# Exercise details:
Search the entries below for the word "roads" and copy every line where it appears.

(Stored data)
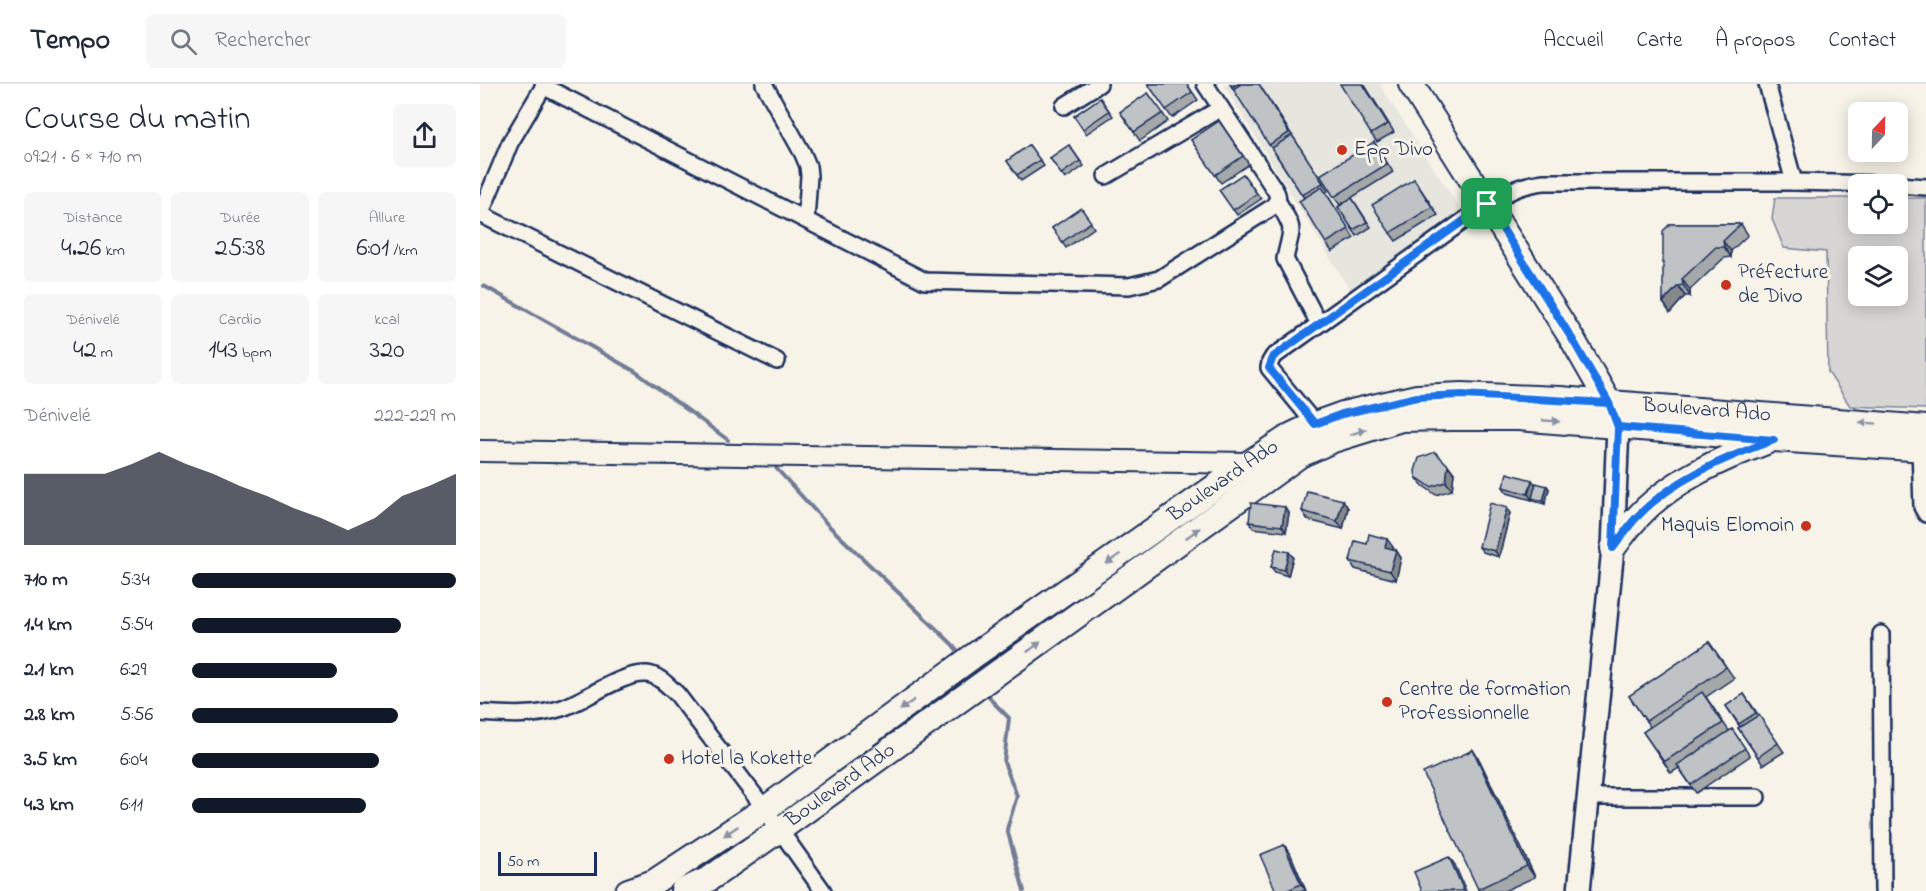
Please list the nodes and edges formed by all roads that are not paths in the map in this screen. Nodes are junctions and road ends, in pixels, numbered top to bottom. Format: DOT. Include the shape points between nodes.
graph roads {
  1 [pos="764,84"];
  2 [pos="1099,84"];
  3 [pos="1205,84"];
  4 [pos="1411,84"];
  5 [pos="1767,84"];
  6 [pos="544,85"];
  7 [pos="1064,106"];
  8 [pos="1221,108"];
  9 [pos="1106,176"];
  10 [pos="1794,182"];
  11 [pos="1848,183"];
  12 [pos="1908,186"];
  13 [pos="1926,187"];
  14 [pos="1278,202"];
  15 [pos="1487,204"];
  16 [pos="480,215"];
  17 [pos="806,220"];
  18 [pos="1319,324"];
  19 [pos="777,361"];
  20 [pos="1609,403"];
  21 [pos="1315,424"];
  22 [pos="1618,427"];
  23 [pos="1774,440"];
  24 [pos="1924,442"];
  25 [pos="480,451"];
  26 [pos="1249,463"];
  27 [pos="1926,514"];
  28 [pos="1613,548"];
  29 [pos="1881,634"];
  30 [pos="480,713"];
  31 [pos="1587,797"];
  32 [pos="1757,797"];
  33 [pos="765,809"];
  34 [pos="780,830"];
  35 [pos="628,891"];
  36 [pos="683,891"];
  37 [pos="823,891"];
  38 [pos="1579,891"];
  39 [pos="1883,891"];
  1 -- 17 [label="street" via="808,166"];
  2 -- 7 [label="street"];
  3 -- 8 [label="street"];
  4 -- 15 [label="main road"];
  5 -- 10 [label="street"];
  6 -- 16 [label="street" via="510,143"];
  6 -- 17 [label="street"];
  8 -- 9 [label="street"];
  8 -- 14 [label="street" via="1275,190"];
  10 -- 11 [label="street"];
  10 -- 15 [label="street" via="1544,182 1525,184"];
  12 -- 13 [label="street"];
  14 -- 17 [label="street" via="1159,279 1129,286 925,281"];
  14 -- 18 [label="street" via="1292,226 1285,259"];
  15 -- 18 [label="street"];
  15 -- 20 [label="main road"];
  16 -- 19 [label="street"];
  18 -- 21 [label="street" via="1273,357 1269,368"];
  20 -- 21 [label="main road, Boulevard Ado" via="1462,395 1417,397"];
  20 -- 22 [label="main road"];
  24 -- 20 [label="main road, Boulevard Ado, one-way"];
  21 -- 26 [label="main road, Boulevard Ado"];
  22 -- 23 [label="main road, Boulevard Ado"];
  22 -- 28 [label="main road"];
  34 -- 22 [label="main road, Boulevard Ado, one-way" via="1300,455 1333,440 1401,419 1518,418"];
  23 -- 24 [label="main road, Boulevard Ado"];
  23 -- 28 [label="main road" via="1713,463 1673,488 1636,518"];
  24 -- 27 [label="street" via="1922,507"];
  25 -- 26 [label="street"];
  26 -- 33 [label="main road, Boulevard Ado, one-way"];
  28 -- 31 [label="main road"];
  29 -- 39 [label="street"];
  30 -- 33 [label="street" via="521,716 564,708 629,676 648,674 662,679 677,694"];
  31 -- 32 [label="street"];
  31 -- 38 [label="main road"];
  33 -- 34 [label="street"];
  33 -- 35 [label="main road, Boulevard Ado, one-way" via="654,882"];
  34 -- 36 [label="main road, Boulevard Ado" via="709,879"];
  34 -- 37 [label="street"];
}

# Response area:
Please list the nodes and edges formed by all roads that are not paths in the map in this screen. Nodes are junctions and road ends, in pixels, numbered top to bottom. Format: DOT. Include the shape points between nodes.
graph roads {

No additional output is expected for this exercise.